Give again, unaltered, the lines of the listing below that run from the line having "thumb ip: (380, 314)" through the line having "pinky tip: (526, 317)".

#### THE DATA

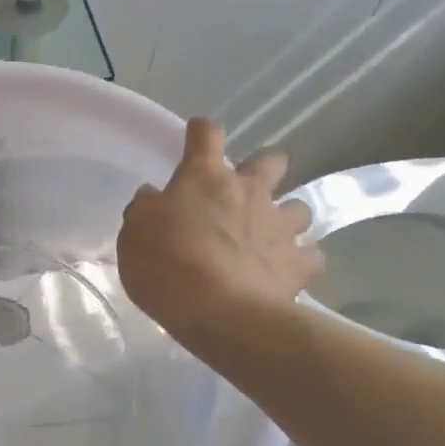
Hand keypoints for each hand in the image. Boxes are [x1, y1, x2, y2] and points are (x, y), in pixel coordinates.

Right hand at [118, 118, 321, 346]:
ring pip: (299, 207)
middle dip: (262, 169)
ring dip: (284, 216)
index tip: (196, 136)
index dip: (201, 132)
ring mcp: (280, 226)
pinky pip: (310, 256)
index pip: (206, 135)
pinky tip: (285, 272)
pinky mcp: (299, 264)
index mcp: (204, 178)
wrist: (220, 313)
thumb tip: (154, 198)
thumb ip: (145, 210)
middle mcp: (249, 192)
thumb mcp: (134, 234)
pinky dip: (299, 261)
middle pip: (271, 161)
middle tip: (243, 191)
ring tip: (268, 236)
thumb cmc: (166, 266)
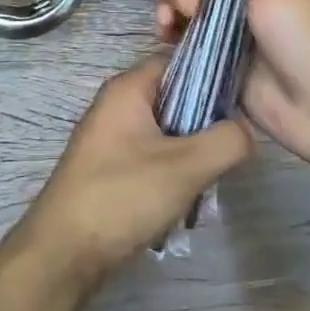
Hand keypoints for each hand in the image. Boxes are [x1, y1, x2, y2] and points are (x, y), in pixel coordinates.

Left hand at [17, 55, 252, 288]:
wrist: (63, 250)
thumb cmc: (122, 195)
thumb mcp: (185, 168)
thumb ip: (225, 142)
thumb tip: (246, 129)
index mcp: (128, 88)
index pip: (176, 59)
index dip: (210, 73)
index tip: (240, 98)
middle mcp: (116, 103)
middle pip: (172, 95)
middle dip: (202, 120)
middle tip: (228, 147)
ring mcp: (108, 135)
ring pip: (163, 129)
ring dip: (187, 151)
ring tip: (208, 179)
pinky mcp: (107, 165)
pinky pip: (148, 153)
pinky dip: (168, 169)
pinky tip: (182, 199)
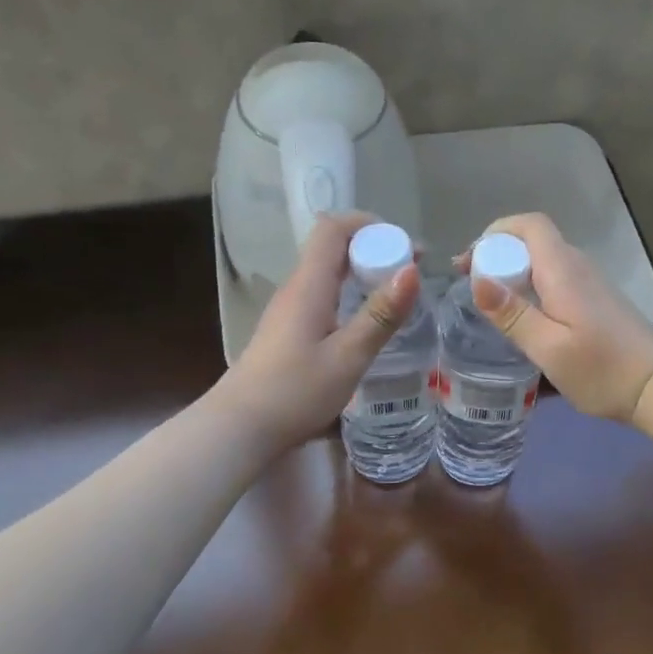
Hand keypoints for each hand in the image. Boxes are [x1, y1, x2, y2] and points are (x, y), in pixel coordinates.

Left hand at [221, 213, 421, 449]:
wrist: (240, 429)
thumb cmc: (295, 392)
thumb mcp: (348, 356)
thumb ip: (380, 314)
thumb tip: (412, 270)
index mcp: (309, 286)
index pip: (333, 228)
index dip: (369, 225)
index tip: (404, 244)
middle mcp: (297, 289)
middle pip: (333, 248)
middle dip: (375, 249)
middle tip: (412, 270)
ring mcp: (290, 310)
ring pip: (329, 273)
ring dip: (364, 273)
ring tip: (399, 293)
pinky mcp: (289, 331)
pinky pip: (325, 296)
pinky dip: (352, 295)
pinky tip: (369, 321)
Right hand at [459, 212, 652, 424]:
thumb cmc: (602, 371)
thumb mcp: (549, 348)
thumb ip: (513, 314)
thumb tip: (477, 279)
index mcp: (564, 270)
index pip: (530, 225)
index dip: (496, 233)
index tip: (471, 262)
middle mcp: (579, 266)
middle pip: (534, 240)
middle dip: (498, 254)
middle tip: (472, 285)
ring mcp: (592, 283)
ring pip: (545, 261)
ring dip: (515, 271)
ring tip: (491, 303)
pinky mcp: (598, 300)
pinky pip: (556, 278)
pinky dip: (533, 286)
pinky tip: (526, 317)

########
#### THE DATA

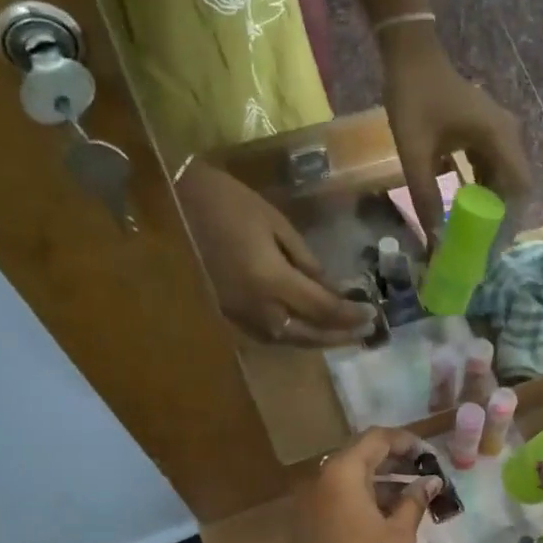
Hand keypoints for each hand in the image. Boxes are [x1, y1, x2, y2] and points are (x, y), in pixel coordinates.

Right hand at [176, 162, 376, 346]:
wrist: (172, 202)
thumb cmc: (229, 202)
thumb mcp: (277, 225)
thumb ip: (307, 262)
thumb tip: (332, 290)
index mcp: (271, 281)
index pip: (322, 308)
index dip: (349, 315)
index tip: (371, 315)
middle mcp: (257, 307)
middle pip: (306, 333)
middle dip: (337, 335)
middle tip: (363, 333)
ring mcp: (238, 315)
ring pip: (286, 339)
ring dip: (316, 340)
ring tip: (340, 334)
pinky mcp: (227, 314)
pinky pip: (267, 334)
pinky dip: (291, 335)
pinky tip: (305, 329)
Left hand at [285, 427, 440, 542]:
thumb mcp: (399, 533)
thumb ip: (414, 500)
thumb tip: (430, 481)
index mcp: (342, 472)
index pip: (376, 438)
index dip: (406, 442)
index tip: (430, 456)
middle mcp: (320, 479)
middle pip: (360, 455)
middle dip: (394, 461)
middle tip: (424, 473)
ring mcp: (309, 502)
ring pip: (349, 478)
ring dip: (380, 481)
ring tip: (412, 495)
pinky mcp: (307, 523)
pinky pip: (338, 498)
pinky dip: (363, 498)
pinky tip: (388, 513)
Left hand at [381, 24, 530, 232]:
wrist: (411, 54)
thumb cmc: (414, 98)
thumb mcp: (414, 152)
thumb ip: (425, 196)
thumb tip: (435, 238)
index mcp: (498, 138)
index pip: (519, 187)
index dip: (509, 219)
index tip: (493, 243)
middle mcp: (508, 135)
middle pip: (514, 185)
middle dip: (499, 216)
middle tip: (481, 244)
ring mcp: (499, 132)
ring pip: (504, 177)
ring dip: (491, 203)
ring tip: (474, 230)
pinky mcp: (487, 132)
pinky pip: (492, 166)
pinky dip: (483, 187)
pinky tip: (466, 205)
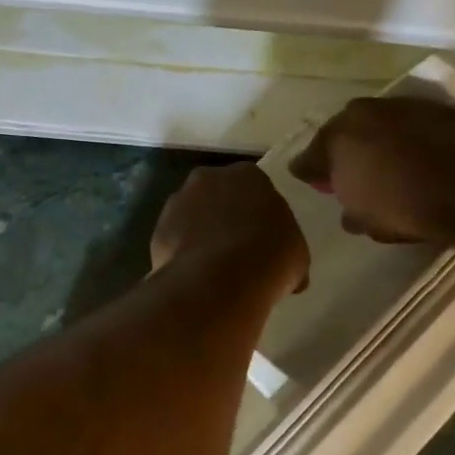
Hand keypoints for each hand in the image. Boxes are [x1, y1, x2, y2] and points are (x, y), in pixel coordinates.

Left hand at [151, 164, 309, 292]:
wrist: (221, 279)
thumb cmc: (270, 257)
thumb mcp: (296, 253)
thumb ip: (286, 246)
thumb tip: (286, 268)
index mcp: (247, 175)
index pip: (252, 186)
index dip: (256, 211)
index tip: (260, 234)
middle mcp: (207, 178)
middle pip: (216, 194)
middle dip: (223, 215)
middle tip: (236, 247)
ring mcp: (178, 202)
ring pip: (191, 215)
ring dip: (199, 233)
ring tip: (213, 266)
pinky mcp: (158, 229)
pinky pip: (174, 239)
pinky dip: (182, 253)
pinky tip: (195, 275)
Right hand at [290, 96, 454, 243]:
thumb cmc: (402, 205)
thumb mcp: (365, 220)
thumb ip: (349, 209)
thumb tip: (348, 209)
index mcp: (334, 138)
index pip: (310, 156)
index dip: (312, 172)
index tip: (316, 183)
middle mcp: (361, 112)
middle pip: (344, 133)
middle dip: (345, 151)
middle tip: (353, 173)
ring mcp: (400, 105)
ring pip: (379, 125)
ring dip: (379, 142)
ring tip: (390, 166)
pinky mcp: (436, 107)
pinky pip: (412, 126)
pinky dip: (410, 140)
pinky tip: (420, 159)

########
#### THE DATA

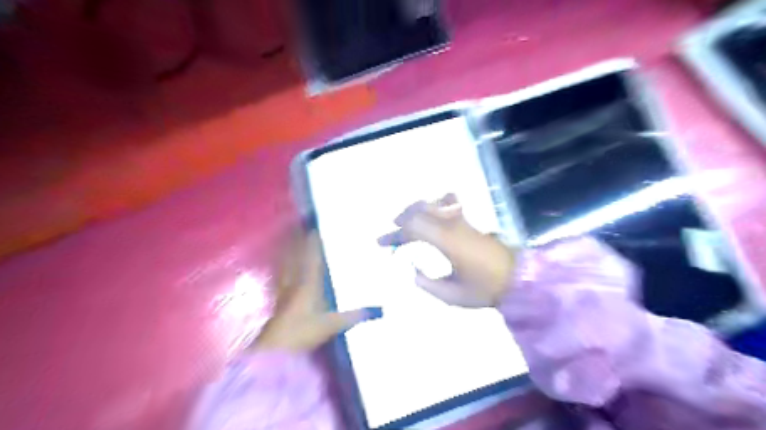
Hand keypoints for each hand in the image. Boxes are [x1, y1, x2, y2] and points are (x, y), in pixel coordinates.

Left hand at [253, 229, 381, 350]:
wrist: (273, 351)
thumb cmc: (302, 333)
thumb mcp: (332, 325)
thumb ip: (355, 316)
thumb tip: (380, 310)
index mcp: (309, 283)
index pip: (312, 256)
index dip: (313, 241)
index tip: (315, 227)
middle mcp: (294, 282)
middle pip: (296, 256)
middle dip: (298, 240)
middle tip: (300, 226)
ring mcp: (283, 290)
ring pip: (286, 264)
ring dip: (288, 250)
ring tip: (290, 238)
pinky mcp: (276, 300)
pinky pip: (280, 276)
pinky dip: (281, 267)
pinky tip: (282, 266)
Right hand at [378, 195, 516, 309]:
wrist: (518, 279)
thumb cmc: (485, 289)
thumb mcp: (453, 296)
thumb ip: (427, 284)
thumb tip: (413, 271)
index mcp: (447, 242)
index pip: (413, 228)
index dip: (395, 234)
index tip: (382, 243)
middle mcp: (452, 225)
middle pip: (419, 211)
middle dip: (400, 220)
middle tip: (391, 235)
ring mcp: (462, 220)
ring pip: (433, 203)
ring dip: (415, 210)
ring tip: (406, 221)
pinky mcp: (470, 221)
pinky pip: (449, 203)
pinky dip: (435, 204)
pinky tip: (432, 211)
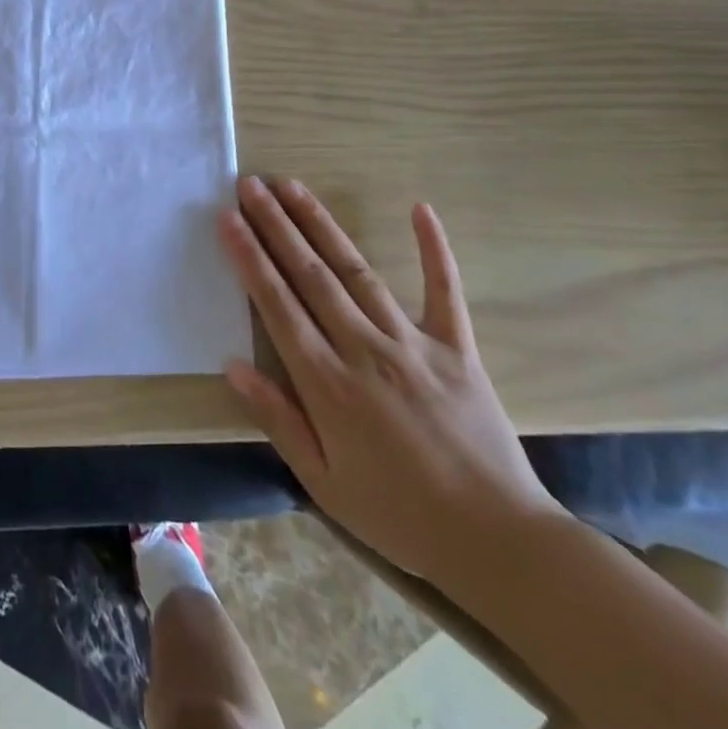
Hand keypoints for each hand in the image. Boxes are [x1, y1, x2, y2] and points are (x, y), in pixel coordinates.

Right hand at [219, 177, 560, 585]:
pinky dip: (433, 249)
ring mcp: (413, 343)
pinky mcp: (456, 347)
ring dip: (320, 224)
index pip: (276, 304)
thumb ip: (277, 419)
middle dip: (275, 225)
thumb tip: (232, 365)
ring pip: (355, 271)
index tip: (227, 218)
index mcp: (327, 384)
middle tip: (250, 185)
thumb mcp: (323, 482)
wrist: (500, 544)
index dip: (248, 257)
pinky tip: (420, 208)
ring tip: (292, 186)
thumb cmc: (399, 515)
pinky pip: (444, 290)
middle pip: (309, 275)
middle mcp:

########

§ RESULT OF THIS TASK
thumb ip: (380, 314)
thumb tip: (412, 270)
index mcp: (309, 286)
index pip: (333, 228)
index dip: (369, 225)
index tip: (404, 244)
middle mcp: (297, 289)
middle pip: (333, 248)
middle dip: (375, 249)
middle tip: (412, 270)
ring mcp: (290, 310)
ring pip: (329, 273)
ring dip: (364, 273)
ring tip: (399, 293)
pinky mcp: (289, 331)
pinky pip: (325, 296)
pinky dip: (352, 295)
pinky tip: (369, 321)
Right hand at [459, 212, 652, 424]:
thumb cmc: (602, 371)
thumb mcp: (549, 348)
thumb ip: (513, 314)
thumb tip: (477, 279)
index mcp: (564, 270)
index pip: (530, 225)
index dip: (496, 233)
index tip: (471, 262)
middle mcp: (579, 266)
middle pip: (534, 240)
middle dip: (498, 254)
middle tip: (472, 285)
ring mcp: (592, 283)
ring pip: (545, 261)
ring dip: (515, 271)
ring tip: (491, 303)
pinky mcp: (598, 300)
pinky pip: (556, 278)
pinky dip: (533, 286)
pinky tip: (526, 317)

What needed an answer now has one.